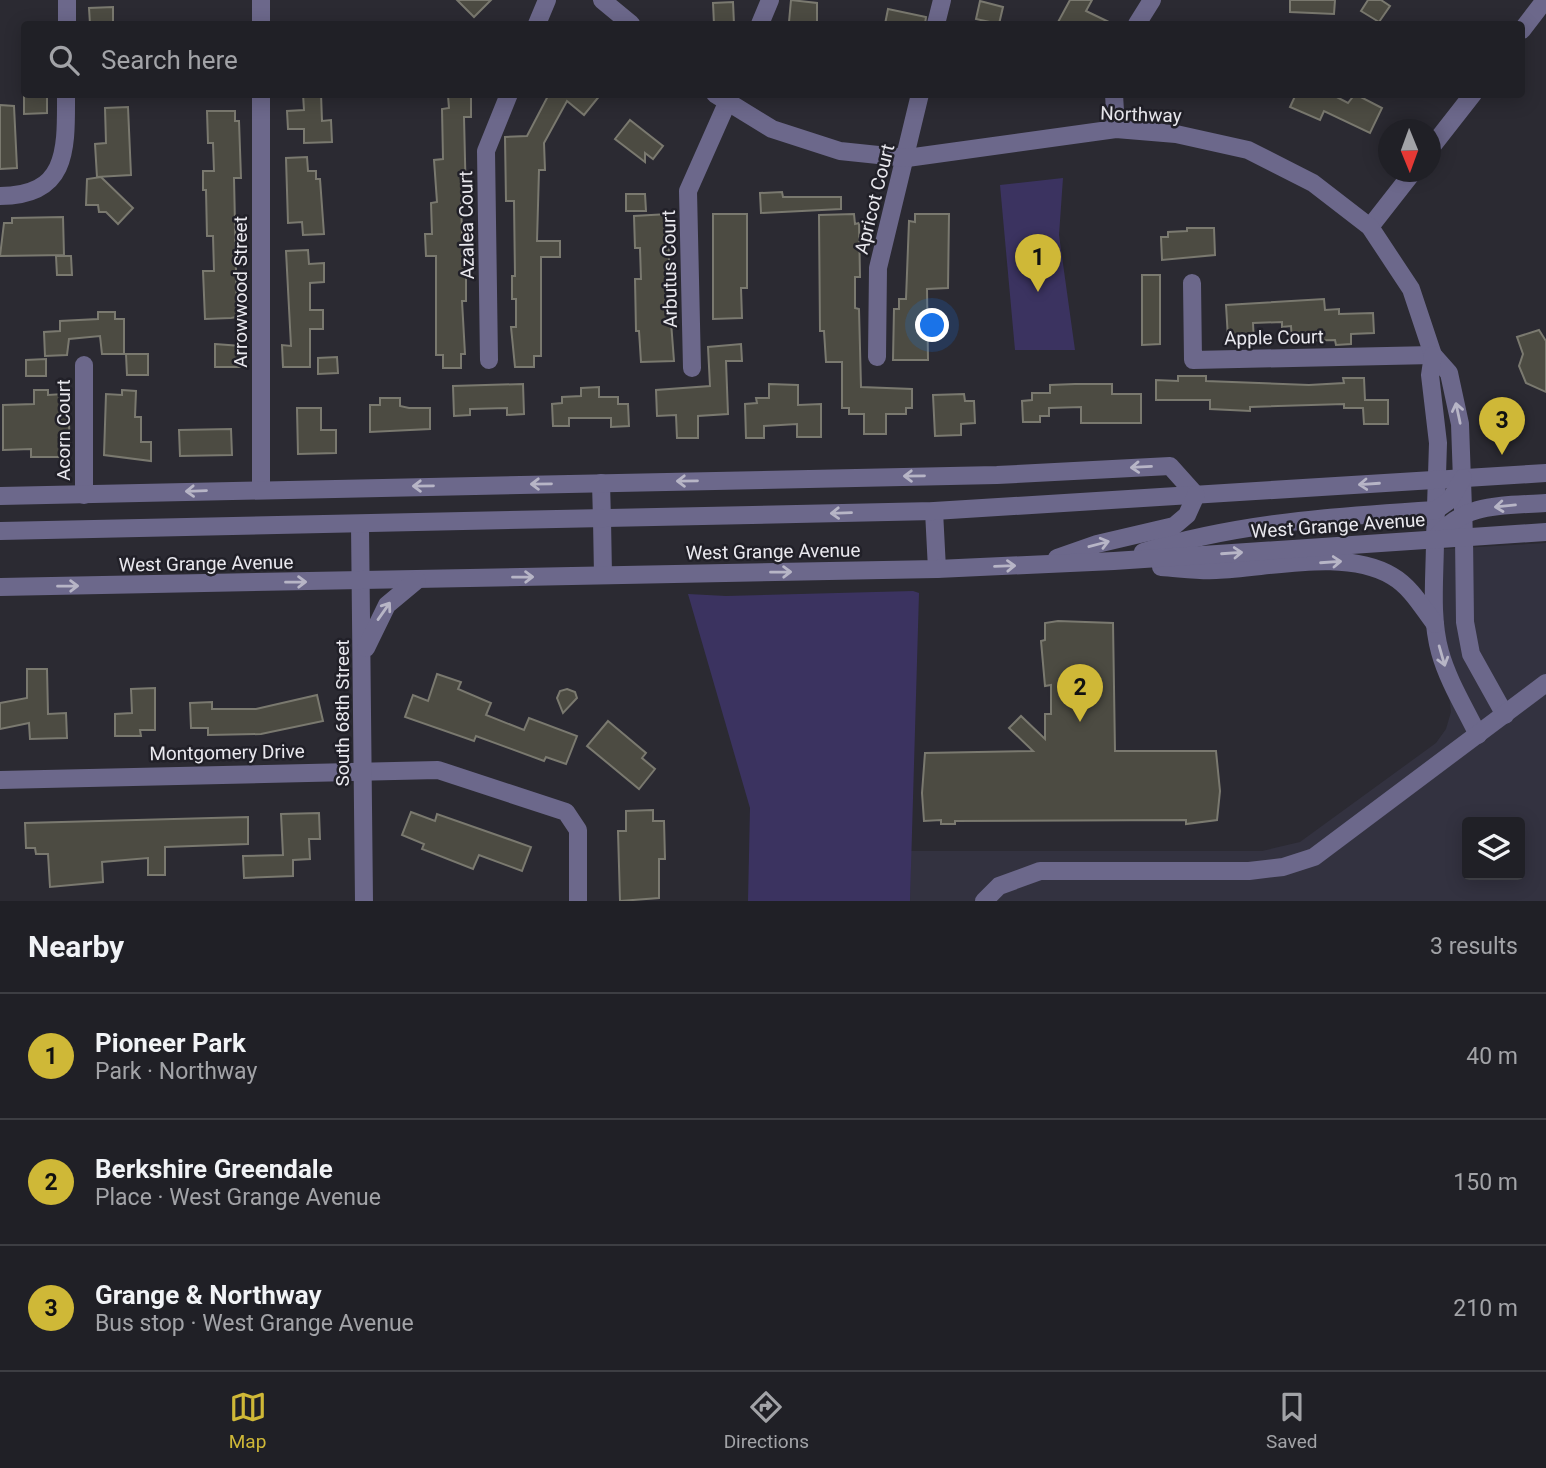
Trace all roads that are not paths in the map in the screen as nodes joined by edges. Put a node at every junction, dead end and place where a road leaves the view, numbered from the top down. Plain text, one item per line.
1 (67, 0) edge
2 (261, 0) edge
3 (547, 0) edge
4 (602, 0) edge
5 (770, 0) edge
6 (942, 0) edge
7 (1152, 0) edge
8 (1545, 0) edge
9 (67, 21) edge
10 (261, 21) edge
11 (538, 21) edge
12 (627, 21) edge
13 (761, 21) edge
14 (937, 21) edge
15 (1138, 21) edge
16 (1525, 25) edge
17 (66, 98) edge
18 (261, 98) edge
19 (507, 98) edge
20 (724, 98) edge
21 (919, 98) edge
22 (1114, 98) edge
23 (1470, 98) edge
24 (1116, 130) junction
25 (1441, 135) edge
26 (907, 158) junction
27 (1405, 182) edge
28 (0, 197) edge
29 (1370, 227) junction
30 (1192, 283) dead end
31 (1433, 355) junction
32 (877, 357) dead end
33 (489, 360) dead end
34 (84, 365) dead end
35 (691, 368) dead end
36 (1546, 473) edge
37 (1463, 478) junction
38 (1437, 480) junction
39 (601, 483) junction
40 (261, 489) junction
41 (84, 495) junction
42 (1196, 495) junction
43 (0, 496) edge
44 (1546, 503) edge
45 (1436, 510) junction
46 (934, 511) junction
47 (1464, 513) junction
48 (602, 520) junction
49 (360, 525) junction
50 (0, 531) edge
51 (1546, 532) edge
52 (1464, 537) junction
53 (1435, 539) junction
54 (1114, 561) junction
55 (1092, 562) junction
56 (1034, 565) junction
57 (936, 569) junction
58 (603, 575) junction
59 (418, 579) junction
60 (362, 581) junction
61 (0, 587) edge
62 (1435, 624) junction
63 (363, 654) junction
64 (1546, 683) edge
65 (1505, 715) junction
66 (1478, 735) junction
67 (362, 771) junction
68 (0, 780) edge
69 (364, 901) edge
70 (578, 901) edge
71 (984, 901) edge

1 - 9 street
2 - 10 street
3 - 11 street
4 - 12 street
5 - 13 street
6 - 14 street
7 - 15 street
8 - 16 street
17 - 28 street
18 - 40 street, Arrowwood Street
19 - 33 street, Azalea Court
20 - 26 street, Northway
20 - 35 street, Arbutus Court
21 - 26 street, Apricot Court
22 - 24 street
23 - 25 street
24 - 26 street, Northway
24 - 29 street, Northway
26 - 32 street, Apricot Court
27 - 29 street
29 - 31 street, Northway
30 - 31 street, Apple Court
37 -> 31 street, Northway
31 - 38 street, Northway
34 - 41 street, Acorn Court
36 - 37 street, West Grange Avenue
37 - 38 street, West Grange Avenue
37 - 45 street
37 - 47 street, Northway
38 -> 42 street, West Grange Avenue
38 - 45 street, Northway
39 -> 40 street
42 -> 39 street
39 - 48 street
40 -> 41 street
41 - 43 street
42 - 46 street, West Grange Avenue
56 -> 42 street
44 -> 47 street
45 - 53 street, Northway
45 - 54 street
46 -> 48 street, West Grange Avenue
46 - 57 street
47 - 52 street, Northway
47 - 53 street
48 - 49 street, West Grange Avenue
48 - 58 street
49 - 50 street, West Grange Avenue
49 - 60 street, South 68th Street
51 - 52 street, West Grange Avenue
52 - 53 street, West Grange Avenue
52 - 65 street, Northway
54 -> 53 street, West Grange Avenue
53 - 62 street, Northway
54 - 55 street, West Grange Avenue
55 - 56 street, West Grange Avenue
55 -> 62 street
57 -> 56 street, West Grange Avenue
58 -> 57 street, West Grange Avenue
59 -> 58 street, West Grange Avenue
59 - 60 street, West Grange Avenue
63 -> 59 street
61 -> 60 street, West Grange Avenue
60 - 63 street, South 68th Street
62 -> 66 street
63 - 67 street, South 68th Street
64 - 65 street
65 - 66 street
66 - 71 street
67 - 68 street, Montgomery Drive
67 - 69 street, South 68th Street
67 - 70 street, Montgomery Drive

☆ ☆ ☆ ☆ ☆

Your assignment:
Look over the entries for "Montgomery", then copy every line that includes that string.

Written reply:
67 - 68 street, Montgomery Drive
67 - 70 street, Montgomery Drive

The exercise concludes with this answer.